INSTRUCTIONS FOR THE TASK> Report each line of the entries below that includes "first".

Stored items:

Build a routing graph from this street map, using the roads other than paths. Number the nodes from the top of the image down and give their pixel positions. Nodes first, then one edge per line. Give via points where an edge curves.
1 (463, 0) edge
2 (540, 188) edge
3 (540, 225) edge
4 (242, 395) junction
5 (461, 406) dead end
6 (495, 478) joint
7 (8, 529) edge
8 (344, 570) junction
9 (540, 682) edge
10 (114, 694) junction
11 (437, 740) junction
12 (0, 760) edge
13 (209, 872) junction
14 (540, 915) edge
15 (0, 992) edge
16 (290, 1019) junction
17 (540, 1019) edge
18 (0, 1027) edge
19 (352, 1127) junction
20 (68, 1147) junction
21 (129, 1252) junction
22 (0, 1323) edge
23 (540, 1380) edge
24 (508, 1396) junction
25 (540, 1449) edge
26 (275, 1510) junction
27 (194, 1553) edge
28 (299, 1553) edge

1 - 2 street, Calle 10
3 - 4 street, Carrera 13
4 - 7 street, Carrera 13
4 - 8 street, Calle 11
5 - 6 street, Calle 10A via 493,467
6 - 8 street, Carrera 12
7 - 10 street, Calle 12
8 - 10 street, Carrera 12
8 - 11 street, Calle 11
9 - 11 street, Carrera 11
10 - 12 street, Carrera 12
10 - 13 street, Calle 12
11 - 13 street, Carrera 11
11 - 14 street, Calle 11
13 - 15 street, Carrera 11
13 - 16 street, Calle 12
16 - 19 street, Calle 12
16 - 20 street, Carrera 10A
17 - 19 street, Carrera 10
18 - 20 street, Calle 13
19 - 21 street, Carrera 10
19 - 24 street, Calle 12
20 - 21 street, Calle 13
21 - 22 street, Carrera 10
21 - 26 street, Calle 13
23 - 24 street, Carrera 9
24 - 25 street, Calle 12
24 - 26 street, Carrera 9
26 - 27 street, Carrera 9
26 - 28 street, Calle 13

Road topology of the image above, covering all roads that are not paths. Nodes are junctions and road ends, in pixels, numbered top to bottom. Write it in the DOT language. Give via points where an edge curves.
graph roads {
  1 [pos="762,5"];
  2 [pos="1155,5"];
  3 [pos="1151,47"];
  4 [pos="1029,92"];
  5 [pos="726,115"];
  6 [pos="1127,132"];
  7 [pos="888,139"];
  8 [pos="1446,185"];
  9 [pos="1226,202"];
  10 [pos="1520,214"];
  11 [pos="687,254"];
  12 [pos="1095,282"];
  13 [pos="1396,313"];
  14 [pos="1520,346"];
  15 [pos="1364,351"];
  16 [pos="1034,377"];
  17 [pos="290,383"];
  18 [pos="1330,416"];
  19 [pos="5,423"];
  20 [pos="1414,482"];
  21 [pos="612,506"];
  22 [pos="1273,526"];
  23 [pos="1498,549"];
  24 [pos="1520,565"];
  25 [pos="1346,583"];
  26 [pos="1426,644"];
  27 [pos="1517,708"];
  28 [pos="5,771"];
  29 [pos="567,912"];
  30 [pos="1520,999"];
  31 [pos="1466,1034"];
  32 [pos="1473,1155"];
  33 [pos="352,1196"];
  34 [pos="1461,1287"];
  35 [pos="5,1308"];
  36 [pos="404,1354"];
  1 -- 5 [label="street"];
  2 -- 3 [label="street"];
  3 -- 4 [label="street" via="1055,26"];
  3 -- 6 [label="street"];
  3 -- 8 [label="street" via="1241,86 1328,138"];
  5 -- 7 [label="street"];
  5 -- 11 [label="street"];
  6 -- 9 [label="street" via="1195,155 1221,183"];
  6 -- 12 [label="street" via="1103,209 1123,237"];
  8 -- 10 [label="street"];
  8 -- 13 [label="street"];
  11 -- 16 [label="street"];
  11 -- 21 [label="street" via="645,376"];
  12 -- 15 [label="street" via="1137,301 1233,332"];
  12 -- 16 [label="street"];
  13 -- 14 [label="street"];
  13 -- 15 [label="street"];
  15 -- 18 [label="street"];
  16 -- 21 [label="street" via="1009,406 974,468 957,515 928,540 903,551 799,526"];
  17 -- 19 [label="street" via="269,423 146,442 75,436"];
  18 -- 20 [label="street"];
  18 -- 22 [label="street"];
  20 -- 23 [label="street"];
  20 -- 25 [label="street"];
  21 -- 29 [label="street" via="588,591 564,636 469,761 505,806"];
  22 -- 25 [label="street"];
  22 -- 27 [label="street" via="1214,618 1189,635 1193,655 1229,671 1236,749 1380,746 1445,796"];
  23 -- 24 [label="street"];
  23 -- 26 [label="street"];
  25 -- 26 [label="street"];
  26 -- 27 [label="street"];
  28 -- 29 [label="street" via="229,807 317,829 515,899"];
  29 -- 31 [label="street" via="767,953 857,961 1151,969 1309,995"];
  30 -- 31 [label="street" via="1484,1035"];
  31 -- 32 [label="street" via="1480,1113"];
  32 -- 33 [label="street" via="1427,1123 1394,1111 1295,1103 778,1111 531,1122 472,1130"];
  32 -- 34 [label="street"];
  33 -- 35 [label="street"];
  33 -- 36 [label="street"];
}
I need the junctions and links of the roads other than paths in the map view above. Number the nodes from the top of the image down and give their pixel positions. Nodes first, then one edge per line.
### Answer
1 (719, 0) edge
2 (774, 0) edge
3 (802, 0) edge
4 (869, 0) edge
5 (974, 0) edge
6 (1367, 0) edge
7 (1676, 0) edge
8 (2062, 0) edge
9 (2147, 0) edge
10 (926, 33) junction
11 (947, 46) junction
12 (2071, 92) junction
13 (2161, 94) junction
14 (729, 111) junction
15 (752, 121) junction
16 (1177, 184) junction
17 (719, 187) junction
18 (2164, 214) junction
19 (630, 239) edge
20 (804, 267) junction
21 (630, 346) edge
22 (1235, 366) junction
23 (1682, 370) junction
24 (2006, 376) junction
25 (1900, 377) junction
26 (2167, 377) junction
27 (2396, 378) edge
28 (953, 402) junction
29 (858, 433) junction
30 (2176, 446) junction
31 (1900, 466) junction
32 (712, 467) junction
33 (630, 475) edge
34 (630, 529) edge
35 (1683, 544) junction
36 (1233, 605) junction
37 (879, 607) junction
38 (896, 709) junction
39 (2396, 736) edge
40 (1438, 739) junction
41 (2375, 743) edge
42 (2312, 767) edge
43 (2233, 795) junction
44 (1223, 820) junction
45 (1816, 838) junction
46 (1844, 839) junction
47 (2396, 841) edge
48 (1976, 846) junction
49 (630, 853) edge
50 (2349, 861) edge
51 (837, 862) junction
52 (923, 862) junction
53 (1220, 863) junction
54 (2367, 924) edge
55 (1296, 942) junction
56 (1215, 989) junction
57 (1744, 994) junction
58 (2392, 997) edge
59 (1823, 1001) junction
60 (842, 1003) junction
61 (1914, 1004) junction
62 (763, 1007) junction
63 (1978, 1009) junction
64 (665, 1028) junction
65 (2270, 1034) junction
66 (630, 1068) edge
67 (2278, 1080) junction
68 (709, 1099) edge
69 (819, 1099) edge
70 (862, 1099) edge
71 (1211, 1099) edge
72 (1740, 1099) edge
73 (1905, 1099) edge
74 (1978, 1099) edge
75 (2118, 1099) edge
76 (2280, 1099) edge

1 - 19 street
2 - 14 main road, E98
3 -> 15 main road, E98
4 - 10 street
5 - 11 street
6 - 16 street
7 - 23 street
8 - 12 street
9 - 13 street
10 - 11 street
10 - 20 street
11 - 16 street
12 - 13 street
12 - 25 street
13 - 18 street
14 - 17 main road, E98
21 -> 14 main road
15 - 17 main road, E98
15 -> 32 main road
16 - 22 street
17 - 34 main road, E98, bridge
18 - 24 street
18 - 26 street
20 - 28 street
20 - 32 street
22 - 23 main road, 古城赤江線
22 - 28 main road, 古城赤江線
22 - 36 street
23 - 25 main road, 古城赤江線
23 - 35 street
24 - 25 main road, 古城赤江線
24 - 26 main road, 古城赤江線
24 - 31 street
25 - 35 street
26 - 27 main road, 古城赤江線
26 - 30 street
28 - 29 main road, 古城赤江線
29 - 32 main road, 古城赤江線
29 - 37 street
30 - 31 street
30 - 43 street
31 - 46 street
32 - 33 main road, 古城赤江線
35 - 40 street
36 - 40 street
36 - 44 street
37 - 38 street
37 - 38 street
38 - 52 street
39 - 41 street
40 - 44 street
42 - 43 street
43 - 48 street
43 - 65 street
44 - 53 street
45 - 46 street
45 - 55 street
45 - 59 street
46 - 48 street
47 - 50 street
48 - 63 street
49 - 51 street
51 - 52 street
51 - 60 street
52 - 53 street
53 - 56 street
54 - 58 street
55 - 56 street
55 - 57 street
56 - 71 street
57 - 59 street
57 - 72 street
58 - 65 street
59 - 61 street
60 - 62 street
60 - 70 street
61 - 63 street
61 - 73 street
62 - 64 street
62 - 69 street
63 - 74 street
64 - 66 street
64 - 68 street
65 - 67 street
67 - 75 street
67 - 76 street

EXPECTED ANSWER>
Build a routing graph from this street map, using the roads other than paths. Number the nodes from the top of the image down and give their pixel positions. Nodes first, then one edge per line. Give via points where an edge curves.
I need the junctions and links of the roads other than paths in the map view above. Number the nodes from the top of the image down and give their pixel positions. Nodes first, then one edge per line.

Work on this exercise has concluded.